At least when using a qemu based simulation. Most platforms have some characteristics that are not meaningful in a classic virtualization scenario, but it would certainly be helpful to use the virtualization extensions to run a kernel that was built for a particular platform faster than with pure qemu, when you want to test that kernel image.
It has been suggested in the past that it would be nice to run the guest kernel built for the same platform as the host kernel by default, but I think it would be much better to have just one platform that we end up using for guests on any host platform, unless there is a strong reason to do otherwise.
There is also ongoing restructuring in the ARM Linux kernel to allow running the same kernel binary on multiple platforms. While there is still a lot of work to be done, you should assume that we will finish it before you see lots of users in production, there is no need to plan for the current one-kernel-per-board case.
It is very good to hear, I am counting on it.
Ok. It would of course still be possible to agree on an argument passing convention so that we can share the macros used to issue the hcalls, even if the individual commands are all different.

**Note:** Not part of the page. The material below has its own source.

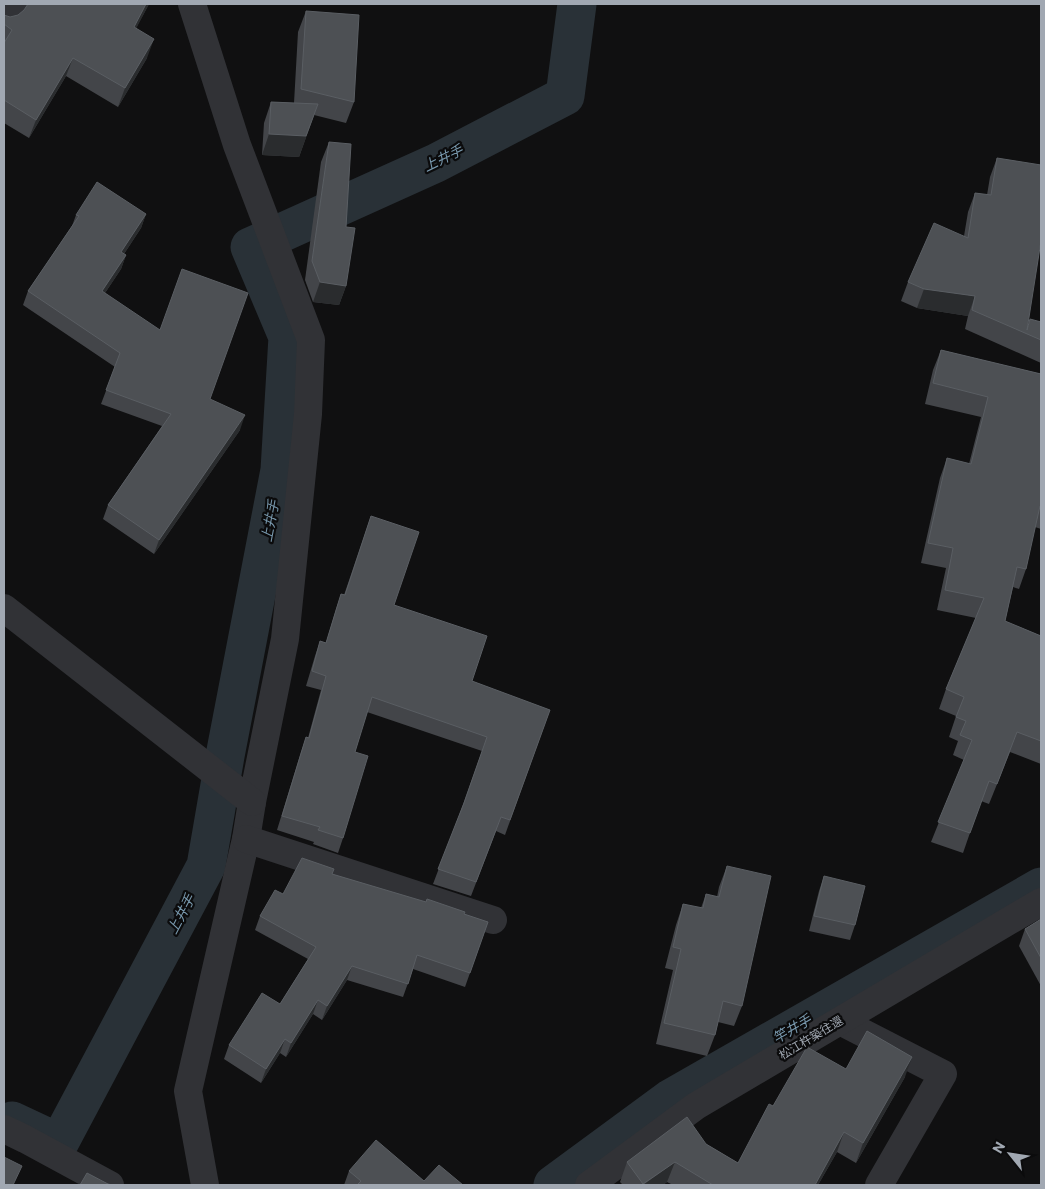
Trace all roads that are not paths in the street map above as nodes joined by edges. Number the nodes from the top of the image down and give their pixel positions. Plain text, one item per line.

I think it likely that we can all agree on a common calling convention for N-argument hypercalls. It doubt there are that many useful choices with conflicting requirements yet strongly compelling advantages.
Exactly. I think it's only lack of communication that has resulted in different interfaces for each hypervisor on the other architectures.
It is also due to history: on X86 it was possible to issue hypercalls to Xen before VMCALL (the X86 version of HVC) was available.
KVM and Xen at least both fall into the single-return-value category, so we should be able to agree on a calling conventions. KVM does not have an hcall API on ARM yet, and I see no reason not to use the same implementation that you have in the Xen guest.
Stefano, can you split out the generic parts of your asm/xen/hypercall.h file into a common asm/hypercall.h and submit it for review to the arm kernel list?
Sure, I can do that. Usually the hypercall calling convention is very hypervisor specific, but if it turns out that we have the same requirements I happy to design a common interface.